When I worked in Japan years ago as an English teacher, I happened to get into Japanese manga by accident. I was renewing my work visa for another year at Sakaiminato, a tiny port on the North West coast of Japan and while I was waiting for my train home I browsed in the newsagents at the station. As any ex-pat who has lived in Japan knows, you can only really buy English language magazines, newspapers or books in big cities such as Osaka and Tokyo. Since I was studying Japanese at the time anyway I decided to pick up a paperback copy of what looked to be a weird little horror comic book (Japanese manga). The comic was called Ge Ge Ge no Kitaro, about a half-Goblin, half-human character called Kitaro from Ge Ge Ge forest. Anyway, it was by a local author in Sakaiminato, quite well known in Japan, but not in the West. As it happens, I found the comic to be a great way to learn Japanese, since the pictures aided my studying and the kanji characters were translated into furigana (for the purpose of Japanese schoolkids who don’t yet know all of the Chinese script). Roll on 7 years later and the comic has finally been translated into English. I found a copy in a central London comic book store just last week.

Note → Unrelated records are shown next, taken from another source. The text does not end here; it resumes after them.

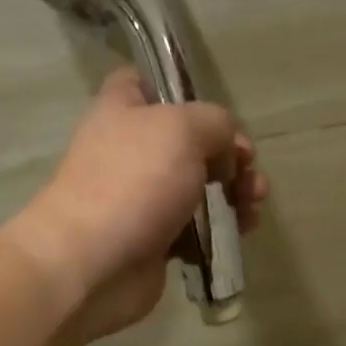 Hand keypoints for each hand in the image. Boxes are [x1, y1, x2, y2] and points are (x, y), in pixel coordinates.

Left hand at [5, 70, 266, 339]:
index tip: (216, 114)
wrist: (93, 263)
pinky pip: (197, 227)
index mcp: (123, 110)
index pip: (148, 82)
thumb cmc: (134, 182)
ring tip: (253, 205)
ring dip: (235, 193)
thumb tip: (225, 152)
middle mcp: (130, 149)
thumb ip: (216, 123)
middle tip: (248, 172)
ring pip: (200, 186)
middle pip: (190, 141)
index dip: (183, 91)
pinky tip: (241, 232)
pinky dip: (221, 228)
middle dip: (230, 156)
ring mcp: (142, 196)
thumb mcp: (184, 129)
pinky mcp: (155, 238) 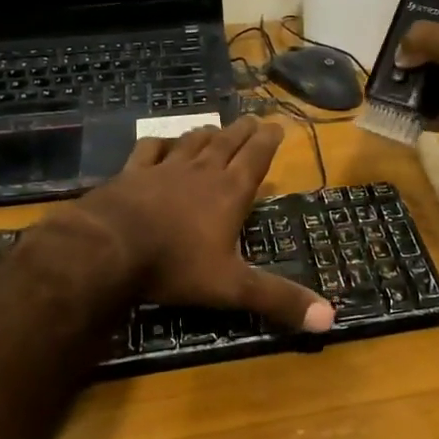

Apart from being a great source of literature for people wanting to learn a second language (nursery rhyme books are great for this too!), manga is a great way to get kids back into reading. A few months ago, I worked with an 11 year old girl who was having problems with her literacy. She was below her age for reading and spelling and was bored of any books recommended to her. She’d pretty much given up on reading for fun at this point. After a few one to one sessions with her, I found out that her main problem was being shy about asking whenever she encountered a new word. In a class of 30 kids in school, who could blame her. In our sessions I set her the task of trying some manga. As she was a girly girl, I started with D N Angel – the teenage girls at my school are crazy about the love triangle in the series between Dark, Daisuke and the twin sisters. Anyway, this not only helped her reading comprehension but her concentration too – little and often with lots of pics. She ended up loving the series so much that she read the first 15 books in a week!
Manga, comics, graphic novels… it’s all the same to me. The boys I work with love Naruto. They find it amusing when I correct their pronunciation of the Japanese name, of course – it should be Nah-roo-toe (short and succinct) instead of Na-ROO-toe with the emphasis on the middle as they say it… wrong, wrong wrong!
As for me? I’m reading real high art at the moment (tee hee)… Cinnamoroll. He’s a cutesy, fruitesy wonderpup from the sky. Aw!